* _Directions for this task_
Return all the lines below in which the string "covering" appears.

^^^^

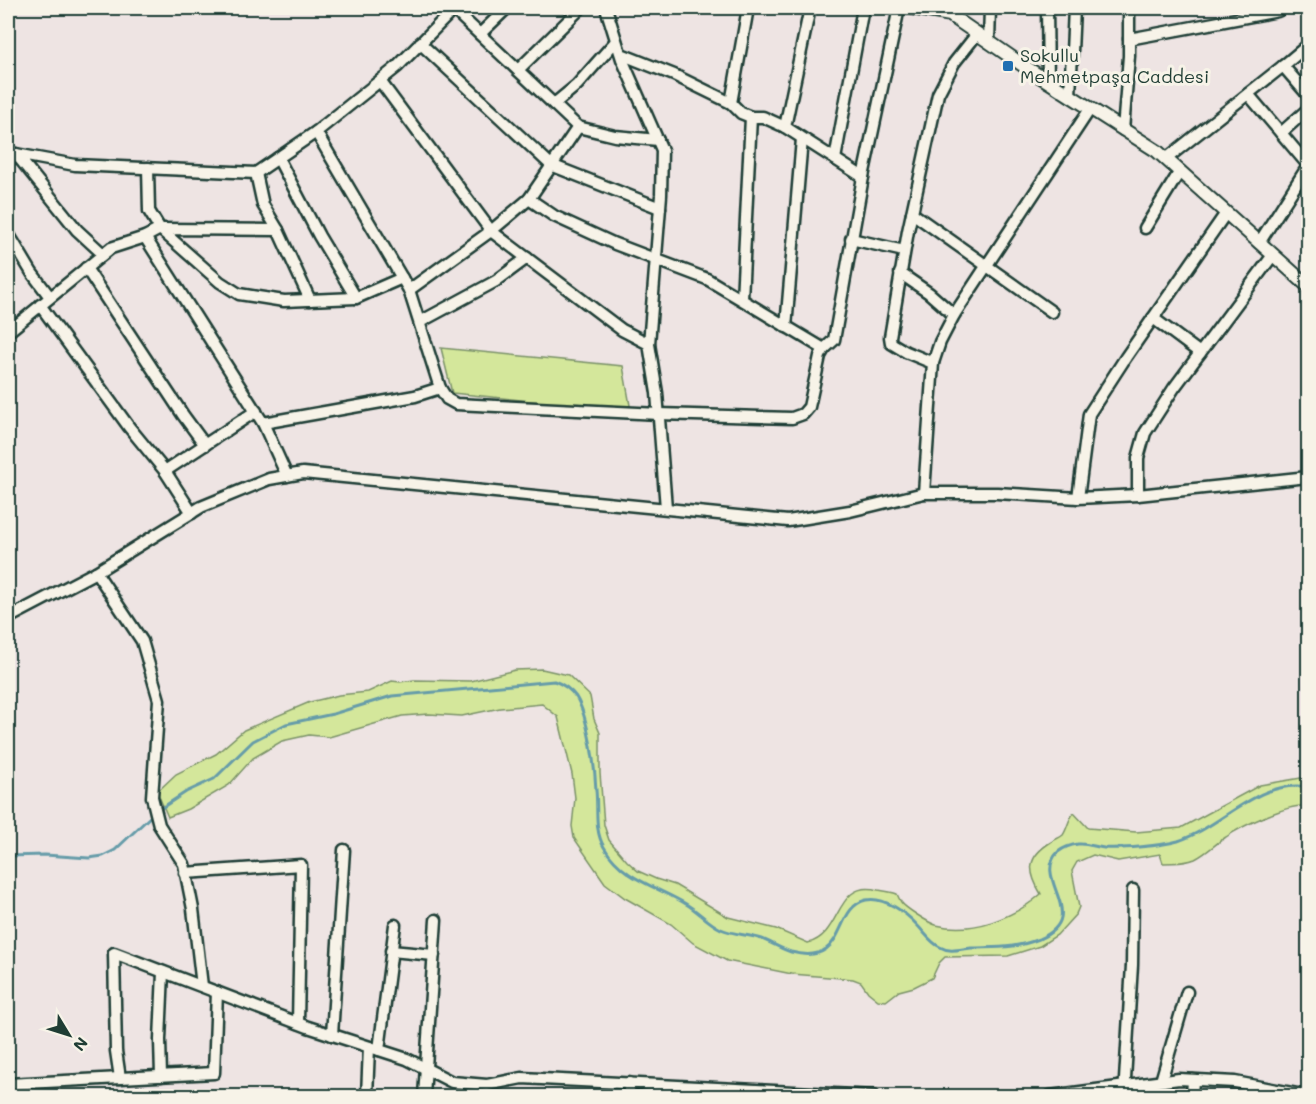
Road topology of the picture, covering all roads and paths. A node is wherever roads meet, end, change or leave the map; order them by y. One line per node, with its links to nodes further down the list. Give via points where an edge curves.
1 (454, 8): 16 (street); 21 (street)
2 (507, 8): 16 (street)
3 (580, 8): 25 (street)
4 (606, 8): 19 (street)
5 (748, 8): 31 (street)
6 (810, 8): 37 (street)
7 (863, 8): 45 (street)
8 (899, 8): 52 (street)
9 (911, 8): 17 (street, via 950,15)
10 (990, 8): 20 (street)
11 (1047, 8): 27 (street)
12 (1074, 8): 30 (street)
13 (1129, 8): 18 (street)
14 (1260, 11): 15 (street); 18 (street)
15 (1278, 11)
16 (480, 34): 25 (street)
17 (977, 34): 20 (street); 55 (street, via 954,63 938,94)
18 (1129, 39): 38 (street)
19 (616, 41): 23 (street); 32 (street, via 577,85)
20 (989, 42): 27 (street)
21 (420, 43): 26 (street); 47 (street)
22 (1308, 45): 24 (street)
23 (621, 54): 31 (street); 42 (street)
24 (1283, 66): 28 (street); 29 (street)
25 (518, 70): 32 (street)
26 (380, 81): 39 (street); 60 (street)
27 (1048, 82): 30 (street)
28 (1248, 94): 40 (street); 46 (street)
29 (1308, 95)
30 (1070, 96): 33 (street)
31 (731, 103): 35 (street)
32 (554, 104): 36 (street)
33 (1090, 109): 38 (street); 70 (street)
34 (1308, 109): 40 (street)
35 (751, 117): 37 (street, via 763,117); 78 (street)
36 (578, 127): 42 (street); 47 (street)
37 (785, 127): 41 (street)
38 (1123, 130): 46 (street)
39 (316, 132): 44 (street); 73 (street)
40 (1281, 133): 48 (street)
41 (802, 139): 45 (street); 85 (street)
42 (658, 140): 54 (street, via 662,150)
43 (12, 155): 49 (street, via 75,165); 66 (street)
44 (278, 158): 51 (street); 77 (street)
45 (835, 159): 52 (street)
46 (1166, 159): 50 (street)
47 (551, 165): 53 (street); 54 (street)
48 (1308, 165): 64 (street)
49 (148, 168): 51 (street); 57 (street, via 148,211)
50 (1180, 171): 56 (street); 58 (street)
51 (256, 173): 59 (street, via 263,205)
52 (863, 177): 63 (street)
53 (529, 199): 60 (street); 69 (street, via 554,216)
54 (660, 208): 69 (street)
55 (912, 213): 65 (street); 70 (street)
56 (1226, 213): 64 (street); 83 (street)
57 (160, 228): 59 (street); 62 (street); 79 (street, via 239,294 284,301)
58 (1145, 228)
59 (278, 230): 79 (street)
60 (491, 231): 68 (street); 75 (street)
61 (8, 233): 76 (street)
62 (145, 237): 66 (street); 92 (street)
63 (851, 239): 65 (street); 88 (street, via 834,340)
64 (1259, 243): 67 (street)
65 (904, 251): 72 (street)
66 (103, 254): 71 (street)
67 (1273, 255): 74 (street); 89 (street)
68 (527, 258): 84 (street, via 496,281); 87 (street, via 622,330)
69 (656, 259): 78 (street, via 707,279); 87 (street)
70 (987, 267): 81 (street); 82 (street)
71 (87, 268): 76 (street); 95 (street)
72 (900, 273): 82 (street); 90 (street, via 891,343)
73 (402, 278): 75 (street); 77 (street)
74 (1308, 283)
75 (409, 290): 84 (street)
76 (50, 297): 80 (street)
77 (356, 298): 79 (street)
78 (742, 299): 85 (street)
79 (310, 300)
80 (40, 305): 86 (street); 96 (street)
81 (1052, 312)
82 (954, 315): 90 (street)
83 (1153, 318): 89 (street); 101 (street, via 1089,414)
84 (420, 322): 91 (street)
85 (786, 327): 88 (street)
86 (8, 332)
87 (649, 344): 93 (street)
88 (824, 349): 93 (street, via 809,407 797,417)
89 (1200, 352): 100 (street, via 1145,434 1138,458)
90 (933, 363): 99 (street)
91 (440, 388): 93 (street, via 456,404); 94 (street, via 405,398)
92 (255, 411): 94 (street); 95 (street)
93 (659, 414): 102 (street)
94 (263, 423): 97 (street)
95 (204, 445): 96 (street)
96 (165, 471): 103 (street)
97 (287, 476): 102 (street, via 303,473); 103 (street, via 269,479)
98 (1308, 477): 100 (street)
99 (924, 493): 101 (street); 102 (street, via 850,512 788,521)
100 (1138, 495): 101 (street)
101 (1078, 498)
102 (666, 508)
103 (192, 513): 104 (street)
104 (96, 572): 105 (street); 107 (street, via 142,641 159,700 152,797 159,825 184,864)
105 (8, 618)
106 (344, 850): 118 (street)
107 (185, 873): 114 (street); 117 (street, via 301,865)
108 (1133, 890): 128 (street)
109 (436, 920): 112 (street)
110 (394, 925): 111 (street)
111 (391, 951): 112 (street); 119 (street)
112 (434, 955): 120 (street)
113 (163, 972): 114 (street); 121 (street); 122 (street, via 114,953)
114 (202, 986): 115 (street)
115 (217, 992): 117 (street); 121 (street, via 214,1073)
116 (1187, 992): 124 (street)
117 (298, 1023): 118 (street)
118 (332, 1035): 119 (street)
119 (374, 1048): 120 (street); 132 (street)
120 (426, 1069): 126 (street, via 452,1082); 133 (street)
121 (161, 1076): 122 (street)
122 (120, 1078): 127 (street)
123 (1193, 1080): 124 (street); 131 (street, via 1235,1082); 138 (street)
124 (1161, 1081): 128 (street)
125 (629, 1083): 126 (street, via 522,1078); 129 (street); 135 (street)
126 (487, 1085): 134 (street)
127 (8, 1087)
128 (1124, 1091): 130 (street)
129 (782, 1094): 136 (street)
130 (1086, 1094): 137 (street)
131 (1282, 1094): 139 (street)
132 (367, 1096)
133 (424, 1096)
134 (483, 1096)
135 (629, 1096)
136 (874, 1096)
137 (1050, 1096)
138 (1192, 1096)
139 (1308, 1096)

^^^^

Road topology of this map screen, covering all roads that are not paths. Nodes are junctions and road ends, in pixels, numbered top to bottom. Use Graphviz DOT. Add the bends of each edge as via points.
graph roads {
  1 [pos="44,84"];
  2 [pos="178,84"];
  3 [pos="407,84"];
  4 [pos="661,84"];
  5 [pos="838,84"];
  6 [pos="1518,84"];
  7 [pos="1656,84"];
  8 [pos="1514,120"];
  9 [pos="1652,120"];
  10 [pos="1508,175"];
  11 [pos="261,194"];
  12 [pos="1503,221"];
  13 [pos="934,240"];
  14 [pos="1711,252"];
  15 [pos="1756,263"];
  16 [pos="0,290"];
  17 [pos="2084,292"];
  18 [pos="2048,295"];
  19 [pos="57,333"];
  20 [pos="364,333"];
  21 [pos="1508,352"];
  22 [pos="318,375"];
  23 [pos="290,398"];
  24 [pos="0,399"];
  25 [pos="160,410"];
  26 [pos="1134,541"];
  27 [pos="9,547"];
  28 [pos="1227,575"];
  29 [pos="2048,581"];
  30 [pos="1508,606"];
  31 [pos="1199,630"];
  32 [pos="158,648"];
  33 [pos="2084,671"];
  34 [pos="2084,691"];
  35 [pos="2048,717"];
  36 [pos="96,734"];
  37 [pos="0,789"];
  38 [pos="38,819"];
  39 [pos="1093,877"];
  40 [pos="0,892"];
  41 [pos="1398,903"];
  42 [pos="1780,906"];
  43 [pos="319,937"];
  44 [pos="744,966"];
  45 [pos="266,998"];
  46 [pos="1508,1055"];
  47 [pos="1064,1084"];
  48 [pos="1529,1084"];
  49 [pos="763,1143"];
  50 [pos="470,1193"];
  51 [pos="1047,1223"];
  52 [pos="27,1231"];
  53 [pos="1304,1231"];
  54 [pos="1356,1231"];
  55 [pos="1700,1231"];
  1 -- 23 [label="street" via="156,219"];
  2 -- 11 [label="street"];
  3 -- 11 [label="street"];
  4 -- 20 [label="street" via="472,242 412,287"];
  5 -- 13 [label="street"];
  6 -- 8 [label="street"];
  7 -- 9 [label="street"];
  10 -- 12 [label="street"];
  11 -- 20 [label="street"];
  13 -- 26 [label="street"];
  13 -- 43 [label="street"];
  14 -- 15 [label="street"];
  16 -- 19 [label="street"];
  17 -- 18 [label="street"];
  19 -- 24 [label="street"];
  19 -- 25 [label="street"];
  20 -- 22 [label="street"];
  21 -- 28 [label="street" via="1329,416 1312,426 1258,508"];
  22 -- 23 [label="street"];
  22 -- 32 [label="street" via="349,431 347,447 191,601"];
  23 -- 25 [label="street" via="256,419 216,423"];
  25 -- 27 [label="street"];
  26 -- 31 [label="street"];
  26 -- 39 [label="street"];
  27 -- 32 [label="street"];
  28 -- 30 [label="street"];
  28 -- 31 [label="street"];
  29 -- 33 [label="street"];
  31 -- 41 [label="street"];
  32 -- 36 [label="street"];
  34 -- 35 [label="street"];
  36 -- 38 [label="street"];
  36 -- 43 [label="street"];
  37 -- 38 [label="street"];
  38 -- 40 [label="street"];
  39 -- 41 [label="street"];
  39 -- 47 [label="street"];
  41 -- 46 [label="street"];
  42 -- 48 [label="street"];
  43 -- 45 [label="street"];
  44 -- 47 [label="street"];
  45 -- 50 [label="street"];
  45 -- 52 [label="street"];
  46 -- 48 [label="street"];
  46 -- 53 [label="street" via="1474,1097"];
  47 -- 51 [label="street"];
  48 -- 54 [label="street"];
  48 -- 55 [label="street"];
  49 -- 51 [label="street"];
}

^^^^

* _Worked solution_
Road topology of the picture, covering all roads and paths. A node is wherever roads meet, end, change or leave the map; order them by y. One line per node, with its links to nodes further down the list. Give via points where an edge curves.
Road topology of this map screen, covering all roads that are not paths. Nodes are junctions and road ends, in pixels, numbered top to bottom. Use Graphviz DOT. Add the bends of each edge as via points.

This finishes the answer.